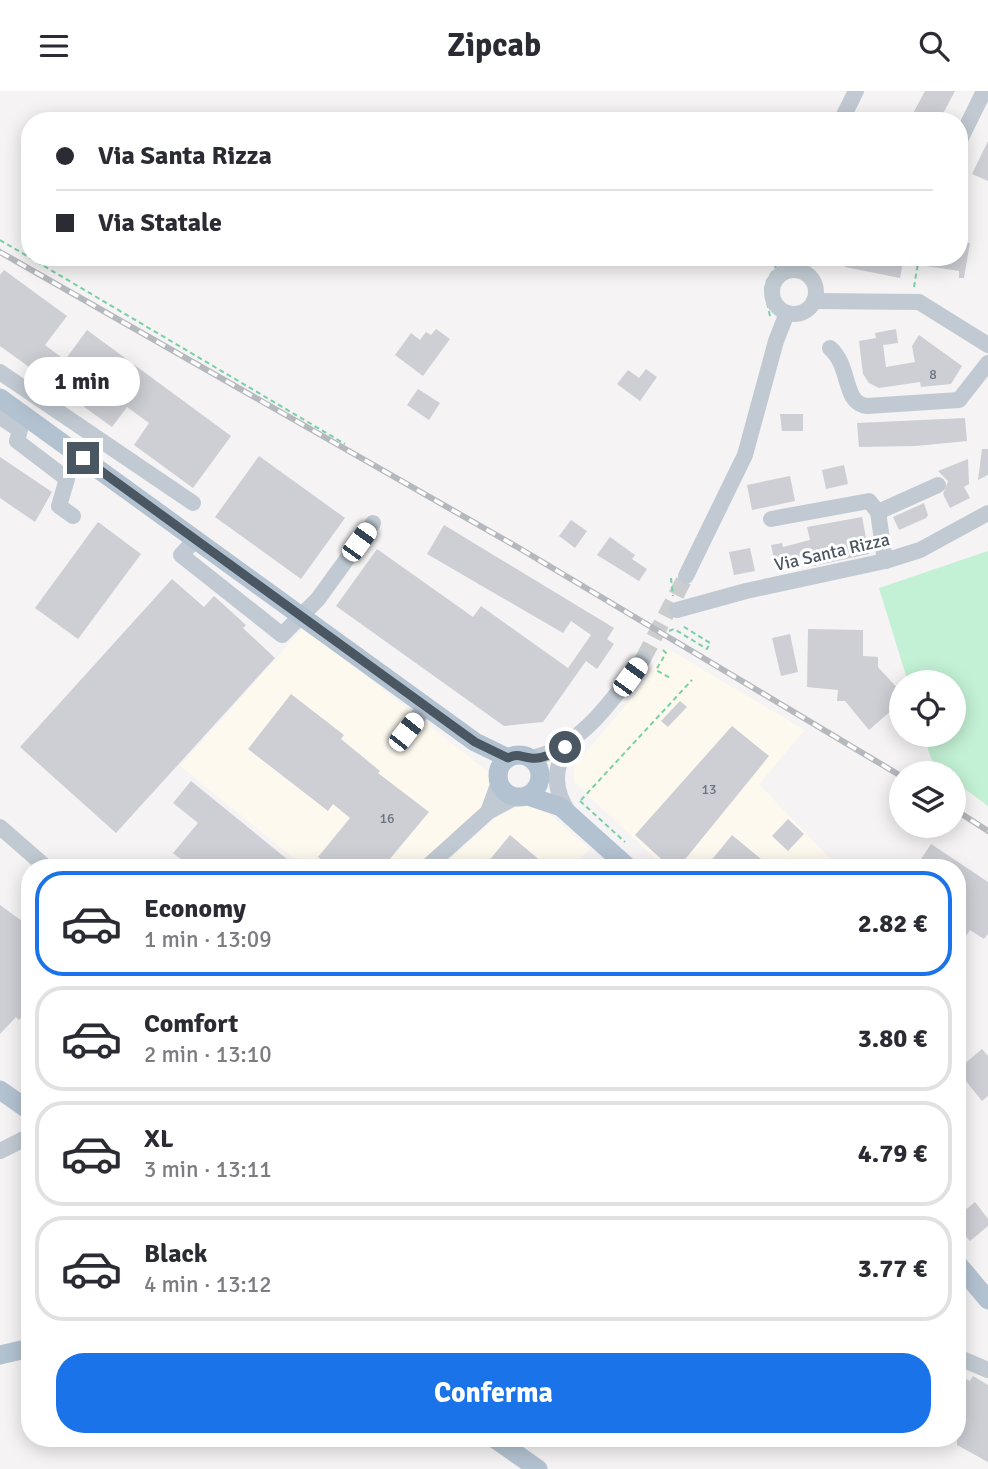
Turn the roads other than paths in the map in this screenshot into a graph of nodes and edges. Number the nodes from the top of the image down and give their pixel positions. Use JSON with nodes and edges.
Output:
{"nodes":[{"id":1,"x":856,"y":91,"type":"edge"},
{"id":2,"x":984,"y":91,"type":"edge"},
{"id":3,"x":846,"y":112,"type":"edge"},
{"id":4,"x":968,"y":124,"type":"edge"},
{"id":5,"x":793,"y":266,"type":"edge"},
{"id":6,"x":798,"y":266,"type":"edge"},
{"id":7,"x":814,"y":301,"type":"junction"},
{"id":8,"x":788,"y":313,"type":"junction"},
{"id":9,"x":988,"y":345,"type":"edge"},
{"id":10,"x":830,"y":348,"type":"dead end"},
{"id":11,"x":988,"y":363,"type":"edge"},
{"id":12,"x":0,"y":372,"type":"edge"},
{"id":13,"x":0,"y":398,"type":"edge"},
{"id":14,"x":0,"y":417,"type":"edge"},
{"id":15,"x":938,"y":485,"type":"dead end"},
{"id":16,"x":193,"y":503,"type":"dead end"},
{"id":17,"x":878,"y":512,"type":"junction"},
{"id":18,"x":988,"y":513,"type":"edge"},
{"id":19,"x":73,"y":516,"type":"dead end"},
{"id":20,"x":771,"y":519,"type":"dead end"},
{"id":21,"x":373,"y":523,"type":"dead end"},
{"id":22,"x":196,"y":540,"type":"junction"},
{"id":23,"x":885,"y":561,"type":"junction"},
{"id":24,"x":679,"y":575,"type":"tunnel mouth"},
{"id":25,"x":677,"y":610,"type":"road end"},
{"id":26,"x":300,"y":614,"type":"junction"},
{"id":27,"x":643,"y":659,"type":"tunnel mouth"},
{"id":28,"x":426,"y":706,"type":"junction"},
{"id":29,"x":406,"y":732,"type":"dead end"},
{"id":30,"x":573,"y":740,"type":"junction"},
{"id":31,"x":531,"y":758,"type":"junction"},
{"id":32,"x":558,"y":759,"type":"junction"},
{"id":33,"x":502,"y":771,"type":"junction"},
{"id":34,"x":541,"y":777,"type":"junction"},
{"id":35,"x":522,"y":796,"type":"junction"},
{"id":36,"x":571,"y":804,"type":"junction"},
{"id":37,"x":488,"y":812,"type":"junction"},
{"id":38,"x":0,"y":827,"type":"edge"},
{"id":39,"x":37,"y":859,"type":"edge"},
{"id":40,"x":436,"y":859,"type":"edge"},
{"id":41,"x":634,"y":859,"type":"edge"},
{"id":42,"x":1,"y":1091,"type":"edge"},
{"id":43,"x":21,"y":1105,"type":"edge"},
{"id":44,"x":21,"y":1140,"type":"edge"},
{"id":45,"x":2,"y":1150,"type":"edge"},
{"id":46,"x":966,"y":1274,"type":"edge"},
{"id":47,"x":988,"y":1300,"type":"edge"},
{"id":48,"x":21,"y":1350,"type":"edge"},
{"id":49,"x":0,"y":1355,"type":"edge"},
{"id":50,"x":966,"y":1361,"type":"edge"},
{"id":51,"x":988,"y":1370,"type":"edge"},
{"id":52,"x":506,"y":1447,"type":"edge"},
{"id":53,"x":538,"y":1469,"type":"edge"}],
"edges":[{"from":1,"to":3,"type":"street"},
{"from":2,"to":4,"type":"street"},
{"from":5,"to":8,"type":"street"},
{"from":6,"to":7,"type":"street"},
{"from":7,"to":8,"type":"street"},
{"from":7,"to":9,"type":"street"},
{"from":8,"to":24,"type":"street"},
{"from":10,"to":11,"type":"street"},
{"from":12,"to":16,"type":"street"},
{"from":13,"to":22,"type":"main road"},
{"from":14,"to":19,"type":"street"},
{"from":15,"to":17,"type":"street"},
{"from":17,"to":20,"type":"street"},
{"from":17,"to":23,"type":"street"},
{"from":18,"to":23,"type":"street","name":"Via Santa Rizza"},
{"from":21,"to":26,"type":"street"},
{"from":22,"to":26,"type":"main road"},
{"from":22,"to":26,"type":"street"},
{"from":23,"to":25,"type":"street","name":"Via Santa Rizza"},
{"from":26,"to":28,"type":"main road"},
{"from":27,"to":30,"type":"street"},
{"from":28,"to":29,"type":"street"},
{"from":28,"to":33,"type":"main road"},
{"from":30,"to":31,"type":"street"},
{"from":30,"to":32,"type":"street"},
{"from":31,"to":33,"type":"main road"},
{"from":31,"to":34,"type":"main road"},
{"from":32,"to":34,"type":"street"},
{"from":32,"to":36,"type":"street"},
{"from":33,"to":35,"type":"main road"},
{"from":33,"to":37,"type":"street"},
{"from":34,"to":35,"type":"main road"},
{"from":34,"to":36,"type":"main road"},
{"from":35,"to":36,"type":"main road"},
{"from":35,"to":37,"type":"street"},
{"from":36,"to":41,"type":"main road"},
{"from":37,"to":40,"type":"street"},
{"from":38,"to":39,"type":"street"},
{"from":42,"to":43,"type":"main road"},
{"from":44,"to":45,"type":"street"},
{"from":46,"to":47,"type":"main road"},
{"from":48,"to":49,"type":"main road"},
{"from":50,"to":51,"type":"street"},
{"from":52,"to":53,"type":"main road"}]}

ACTIVITY:
Where does the word "Rizza" occur in the records? Return every line that holds it.

EXERCISE OUTPUT:
{"from":18,"to":23,"type":"street","name":"Via Santa Rizza"},
{"from":23,"to":25,"type":"street","name":"Via Santa Rizza"},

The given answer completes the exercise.